::: Material provided :::

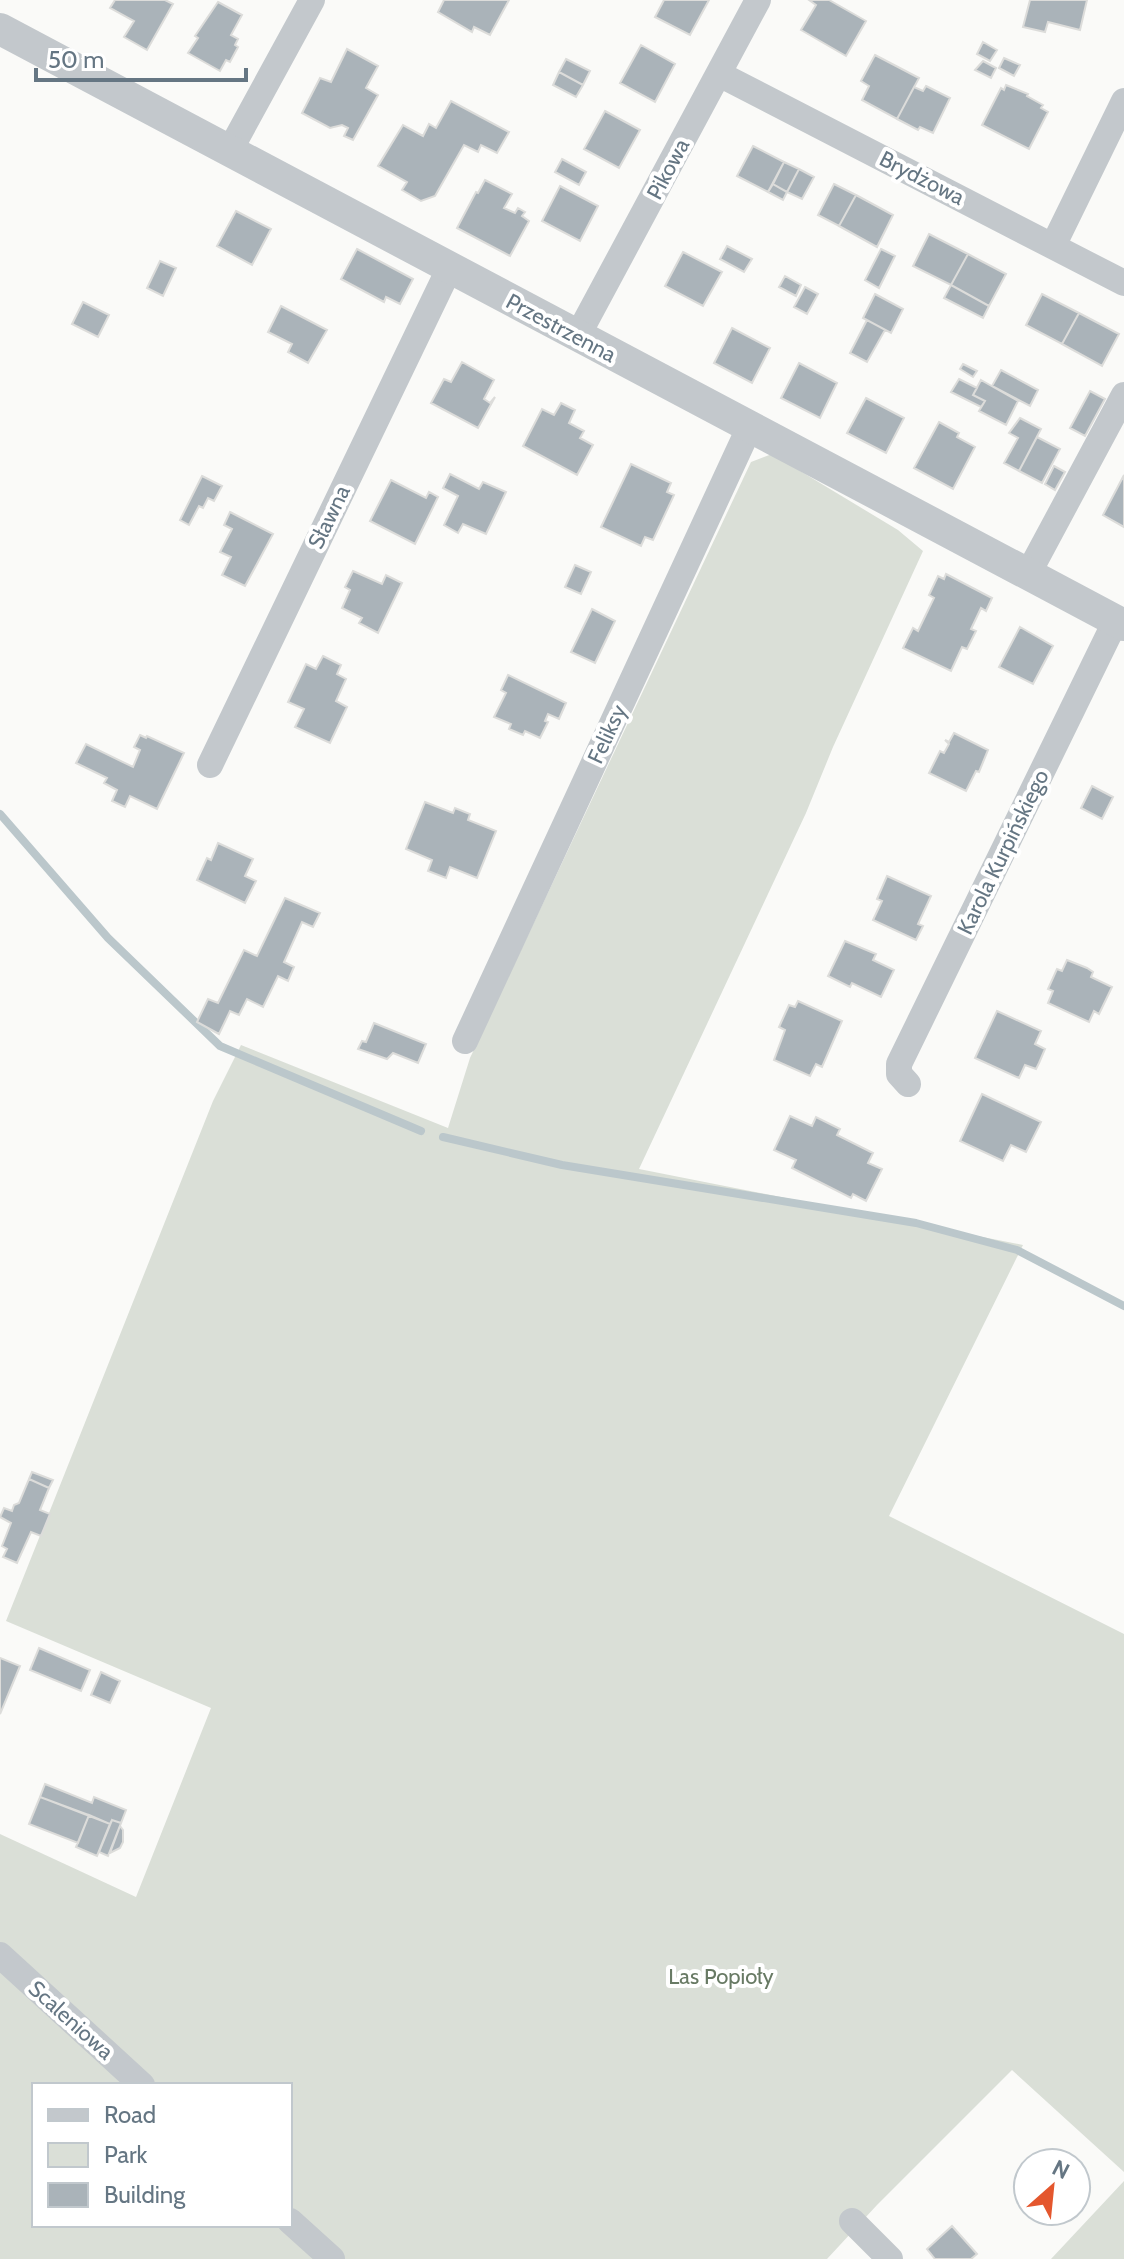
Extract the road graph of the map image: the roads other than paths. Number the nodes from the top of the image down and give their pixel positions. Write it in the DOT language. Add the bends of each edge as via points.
graph roads {
  1 [pos="312,0"];
  2 [pos="758,0"];
  3 [pos="0,29"];
  4 [pos="719,74"];
  5 [pos="1124,101"];
  6 [pos="229,152"];
  7 [pos="1053,246"];
  8 [pos="449,269"];
  9 [pos="1124,283"];
  10 [pos="577,337"];
  11 [pos="1124,395"];
  12 [pos="750,426"];
  13 [pos="1028,574"];
  14 [pos="1120,622"];
  15 [pos="210,765"];
  16 [pos="465,1041"];
  17 [pos="908,1084"];
  18 [pos="0,1955"];
  19 [pos="140,2083"];
  20 [pos="852,2221"];
  21 [pos="292,2223"];
  22 [pos="332,2259"];
  23 [pos="890,2259"];
  1 -- 6 [label="street"];
  2 -- 4 [label="street, Pikowa"];
  3 -- 6 [label="street, Przestrzenna"];
  4 -- 7 [label="street, Brydżowa"];
  4 -- 10 [label="street, Pikowa"];
  5 -- 7 [label="street"];
  6 -- 8 [label="street, Przestrzenna"];
  7 -- 9 [label="street, Brydżowa"];
  8 -- 10 [label="street, Przestrzenna"];
  8 -- 15 [label="street, Sławna"];
  10 -- 12 [label="street, Przestrzenna"];
  11 -- 13 [label="street"];
  12 -- 13 [label="street, Przestrzenna"];
  12 -- 16 [label="street, Feliksy"];
  13 -- 14 [label="street, Przestrzenna"];
  14 -- 17 [label="street, Karola Kurpińskiego" via="899,1064 899,1074"];
  18 -- 19 [label="street, Scaleniowa"];
  20 -- 23 [label="street"];
  21 -- 22 [label="street"];
}
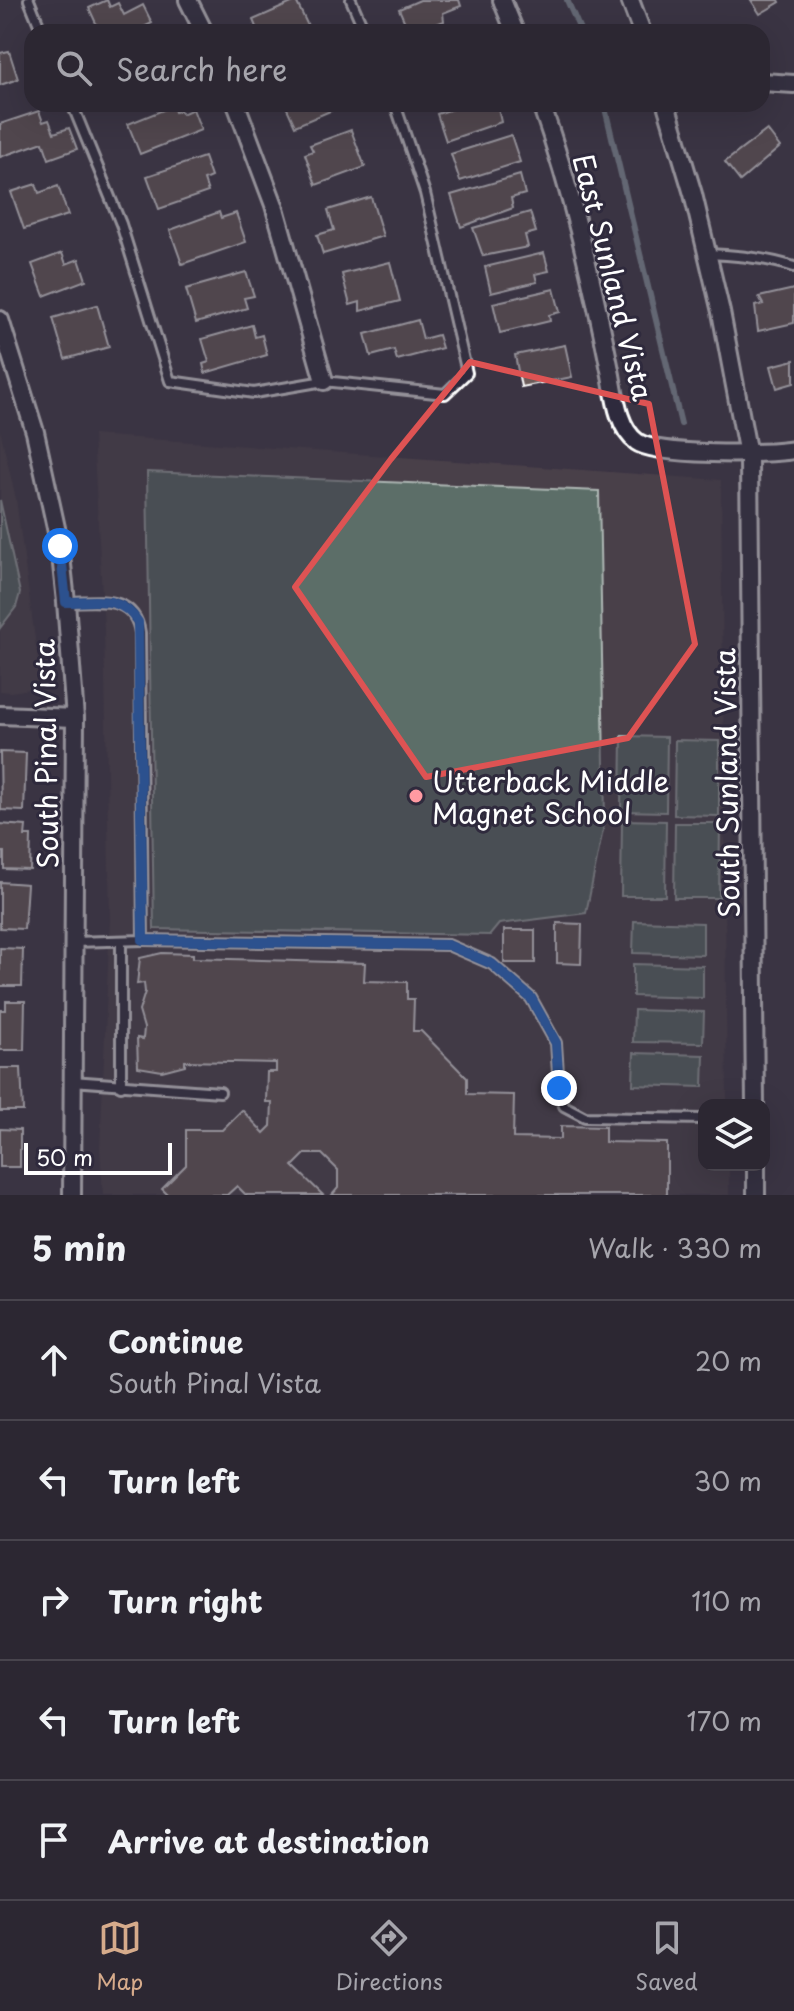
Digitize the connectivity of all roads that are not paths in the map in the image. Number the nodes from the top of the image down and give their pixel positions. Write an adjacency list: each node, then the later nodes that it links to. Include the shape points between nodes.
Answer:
1 (29, 0): 6 (lane)
2 (188, 0): 7 (street)
3 (351, 0): 8 (lane)
4 (502, 0): 9 (street)
5 (630, 0): 10 (street)
6 (39, 24)
7 (200, 24)
8 (362, 24)
9 (512, 24)
10 (639, 24)
11 (770, 82): 12 (street)
12 (794, 84)
13 (75, 112): 21 (lane, via 121,224 170,381 254,393)
14 (239, 112): 21 (street, via 274,205)
15 (398, 112): 21 (lane, via 425,193 467,373 445,394)
16 (544, 112): 23 (street, East Sunland Vista, via 573,202 625,428 638,444)
17 (668, 112): 18 (street)
18 (708, 254): 19 (lane); 23 (street)
19 (794, 267)
20 (0, 320): 24 (street, South Pinal Vista, via 35,432 60,546)
21 (324, 381)
22 (794, 450): 23 (street, East Sunland Vista)
23 (749, 457): 33 (street, South Sunland Vista)
24 (66, 602): 26 (street, South Pinal Vista); 27 (lane, via 111,601 131,611 138,622)
25 (0, 715): 26 (street)
26 (75, 718): 28 (street, South Pinal Vista)
27 (143, 940): 29 (lane); 34 (lane, via 448,945 492,964 531,998 556,1043 564,1106 585,1117)
28 (73, 942): 29 (lane); 30 (street, South Pinal Vista)
29 (121, 942): 31 (lane)
30 (71, 1081): 31 (lane); 36 (street, South Pinal Vista)
31 (121, 1086): 32 (lane)
32 (220, 1092)
33 (755, 1099)
34 (698, 1119)
35 (756, 1171): 37 (street)
36 (72, 1195)
37 (756, 1195)

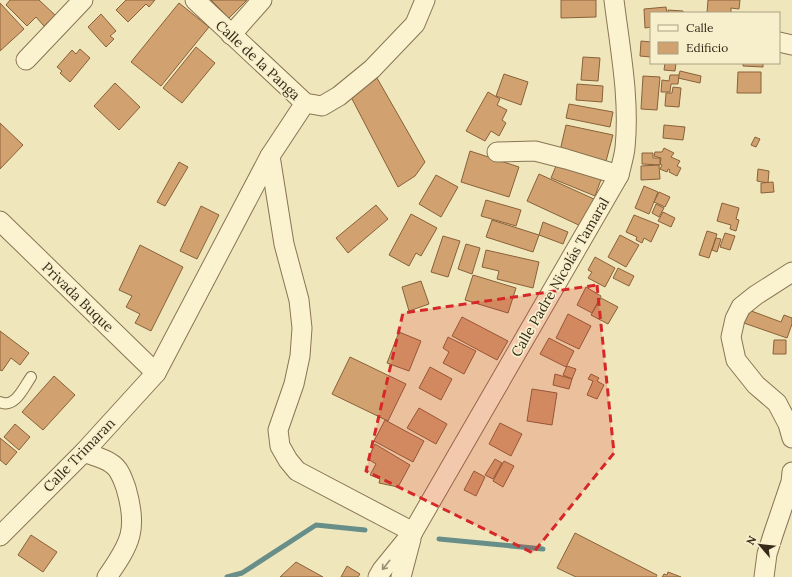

:::

Everything in the data above, apart from the pictures, should be retyped exactly.

Extract the road graph of the map image: the roads other than paths. Number the nodes from the top of the image down and give their pixel positions. Write it in the DOT language. Add the bends of each edge as via points.
graph roads {
  1 [pos="312,0"];
  2 [pos="758,0"];
  3 [pos="0,29"];
  4 [pos="719,74"];
  5 [pos="1124,101"];
  6 [pos="229,152"];
  7 [pos="1053,246"];
  8 [pos="449,269"];
  9 [pos="1124,283"];
  10 [pos="577,337"];
  11 [pos="1124,395"];
  12 [pos="750,426"];
  13 [pos="1028,574"];
  14 [pos="1120,622"];
  15 [pos="210,765"];
  16 [pos="465,1041"];
  17 [pos="908,1084"];
  18 [pos="0,1955"];
  19 [pos="140,2083"];
  20 [pos="852,2221"];
  21 [pos="292,2223"];
  22 [pos="332,2259"];
  23 [pos="890,2259"];
  1 -- 6 [label="street"];
  2 -- 4 [label="street, Pikowa"];
  3 -- 6 [label="street, Przestrzenna"];
  4 -- 7 [label="street, Brydżowa"];
  4 -- 10 [label="street, Pikowa"];
  5 -- 7 [label="street"];
  6 -- 8 [label="street, Przestrzenna"];
  7 -- 9 [label="street, Brydżowa"];
  8 -- 10 [label="street, Przestrzenna"];
  8 -- 15 [label="street, Sławna"];
  10 -- 12 [label="street, Przestrzenna"];
  11 -- 13 [label="street"];
  12 -- 13 [label="street, Przestrzenna"];
  12 -- 16 [label="street, Feliksy"];
  13 -- 14 [label="street, Przestrzenna"];
  14 -- 17 [label="street, Karola Kurpińskiego" via="899,1064 899,1074"];
  18 -- 19 [label="street, Scaleniowa"];
  20 -- 23 [label="street"];
  21 -- 22 [label="street"];
}
Digitize the connectivity of all roads that are not paths in the map in the image. Number the nodes from the top of the image down and give their pixel positions. Write an adjacency list: each node, then the later nodes that it links to. Include the shape points between nodes.
Answer:
1 (29, 0): 6 (lane)
2 (188, 0): 7 (street)
3 (351, 0): 8 (lane)
4 (502, 0): 9 (street)
5 (630, 0): 10 (street)
6 (39, 24)
7 (200, 24)
8 (362, 24)
9 (512, 24)
10 (639, 24)
11 (770, 82): 12 (street)
12 (794, 84)
13 (75, 112): 21 (lane, via 121,224 170,381 254,393)
14 (239, 112): 21 (street, via 274,205)
15 (398, 112): 21 (lane, via 425,193 467,373 445,394)
16 (544, 112): 23 (street, East Sunland Vista, via 573,202 625,428 638,444)
17 (668, 112): 18 (street)
18 (708, 254): 19 (lane); 23 (street)
19 (794, 267)
20 (0, 320): 24 (street, South Pinal Vista, via 35,432 60,546)
21 (324, 381)
22 (794, 450): 23 (street, East Sunland Vista)
23 (749, 457): 33 (street, South Sunland Vista)
24 (66, 602): 26 (street, South Pinal Vista); 27 (lane, via 111,601 131,611 138,622)
25 (0, 715): 26 (street)
26 (75, 718): 28 (street, South Pinal Vista)
27 (143, 940): 29 (lane); 34 (lane, via 448,945 492,964 531,998 556,1043 564,1106 585,1117)
28 (73, 942): 29 (lane); 30 (street, South Pinal Vista)
29 (121, 942): 31 (lane)
30 (71, 1081): 31 (lane); 36 (street, South Pinal Vista)
31 (121, 1086): 32 (lane)
32 (220, 1092)
33 (755, 1099)
34 (698, 1119)
35 (756, 1171): 37 (street)
36 (72, 1195)
37 (756, 1195)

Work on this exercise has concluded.